Having lost in straight sets yesterday, Marion Bartoli went on a tirade. Upset at losing to Tathiana Garbin, she said, “I was a little tired and a little sick. I had a sore throat and my nose is running.”
The Frenchwoman went on to say, “It was very cold and the court was heavy. The ball was stuck on the strings and it was very slow.”
Bartoli had yet to get everything off her chest as she finally criticised Garbin’s supporters, “It’s her clan. When I made unforced errors, her team would shout. It’s not sporting. They’re Italians. This is what it’s like.”
One day after the disappointment of being knocked out of the French Open, a reporter sat down with Bartoli to see if she would like to comment any further.
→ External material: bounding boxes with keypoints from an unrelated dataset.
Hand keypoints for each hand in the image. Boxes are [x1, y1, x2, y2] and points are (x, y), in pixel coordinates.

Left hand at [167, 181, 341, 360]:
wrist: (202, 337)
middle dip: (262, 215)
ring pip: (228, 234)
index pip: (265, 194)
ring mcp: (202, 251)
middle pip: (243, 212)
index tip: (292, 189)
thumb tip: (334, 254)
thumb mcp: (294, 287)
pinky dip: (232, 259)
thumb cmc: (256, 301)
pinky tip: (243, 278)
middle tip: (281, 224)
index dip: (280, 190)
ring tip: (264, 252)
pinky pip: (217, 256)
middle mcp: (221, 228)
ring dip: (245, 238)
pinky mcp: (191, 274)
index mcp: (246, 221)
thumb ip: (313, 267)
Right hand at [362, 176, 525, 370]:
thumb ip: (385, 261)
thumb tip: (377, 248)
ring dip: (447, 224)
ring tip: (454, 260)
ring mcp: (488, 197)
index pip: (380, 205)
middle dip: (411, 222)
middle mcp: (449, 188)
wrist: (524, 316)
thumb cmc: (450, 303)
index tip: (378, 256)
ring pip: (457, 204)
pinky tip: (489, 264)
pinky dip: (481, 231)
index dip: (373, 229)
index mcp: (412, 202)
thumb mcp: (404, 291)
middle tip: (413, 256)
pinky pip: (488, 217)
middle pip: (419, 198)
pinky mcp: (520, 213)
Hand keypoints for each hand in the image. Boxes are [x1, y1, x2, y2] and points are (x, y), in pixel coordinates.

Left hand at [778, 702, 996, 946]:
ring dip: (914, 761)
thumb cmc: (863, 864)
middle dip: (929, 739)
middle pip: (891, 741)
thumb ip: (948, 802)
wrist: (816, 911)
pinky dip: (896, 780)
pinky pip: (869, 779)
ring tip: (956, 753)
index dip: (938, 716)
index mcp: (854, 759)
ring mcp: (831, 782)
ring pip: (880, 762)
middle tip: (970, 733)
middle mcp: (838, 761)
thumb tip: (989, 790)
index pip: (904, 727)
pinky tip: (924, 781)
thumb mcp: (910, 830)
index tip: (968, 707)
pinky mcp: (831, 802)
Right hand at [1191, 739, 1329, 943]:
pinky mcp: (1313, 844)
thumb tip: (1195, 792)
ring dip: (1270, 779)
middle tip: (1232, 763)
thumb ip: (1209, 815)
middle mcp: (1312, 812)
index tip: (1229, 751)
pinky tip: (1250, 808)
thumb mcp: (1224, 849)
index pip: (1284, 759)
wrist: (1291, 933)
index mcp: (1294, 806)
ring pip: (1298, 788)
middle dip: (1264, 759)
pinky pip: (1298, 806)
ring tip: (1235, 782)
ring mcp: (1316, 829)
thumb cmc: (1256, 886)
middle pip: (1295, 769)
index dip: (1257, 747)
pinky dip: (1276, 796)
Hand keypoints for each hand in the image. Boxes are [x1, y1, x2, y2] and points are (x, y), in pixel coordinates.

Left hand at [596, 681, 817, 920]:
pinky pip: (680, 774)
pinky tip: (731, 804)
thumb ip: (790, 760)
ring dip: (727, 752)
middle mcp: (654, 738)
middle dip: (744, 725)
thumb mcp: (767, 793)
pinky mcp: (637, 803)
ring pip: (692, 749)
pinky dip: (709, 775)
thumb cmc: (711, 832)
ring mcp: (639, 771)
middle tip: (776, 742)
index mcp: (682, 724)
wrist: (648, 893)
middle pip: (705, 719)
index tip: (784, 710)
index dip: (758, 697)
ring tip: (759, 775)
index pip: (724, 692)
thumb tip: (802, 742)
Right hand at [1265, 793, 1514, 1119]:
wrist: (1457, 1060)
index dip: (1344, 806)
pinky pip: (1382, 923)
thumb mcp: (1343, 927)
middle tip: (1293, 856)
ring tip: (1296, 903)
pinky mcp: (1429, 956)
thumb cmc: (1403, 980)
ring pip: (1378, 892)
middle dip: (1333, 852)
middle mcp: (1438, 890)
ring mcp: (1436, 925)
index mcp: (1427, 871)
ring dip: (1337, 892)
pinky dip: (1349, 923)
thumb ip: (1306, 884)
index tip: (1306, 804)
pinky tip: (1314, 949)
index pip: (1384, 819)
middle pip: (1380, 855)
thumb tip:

Reporter: Hi, Marion. Thanks for taking the time to have a quick chat.
Bartoli: No problem.
Reporter: OK. Firstly, are you feeling…(Bartoli interrupts the reporter)
Bartoli: Wait. You’re not Italian, are you?
Reporter: No, I’m Spanish.
Bartoli: Oh, that’s fine then.
Reporter: Aren't you part Italian? Your grandfather is Italian, right?
Bartoli: I'm from Corsica. I am not Italian.
Reporter: I just wanted to know how you are doing, since you were feeling sick yesterday?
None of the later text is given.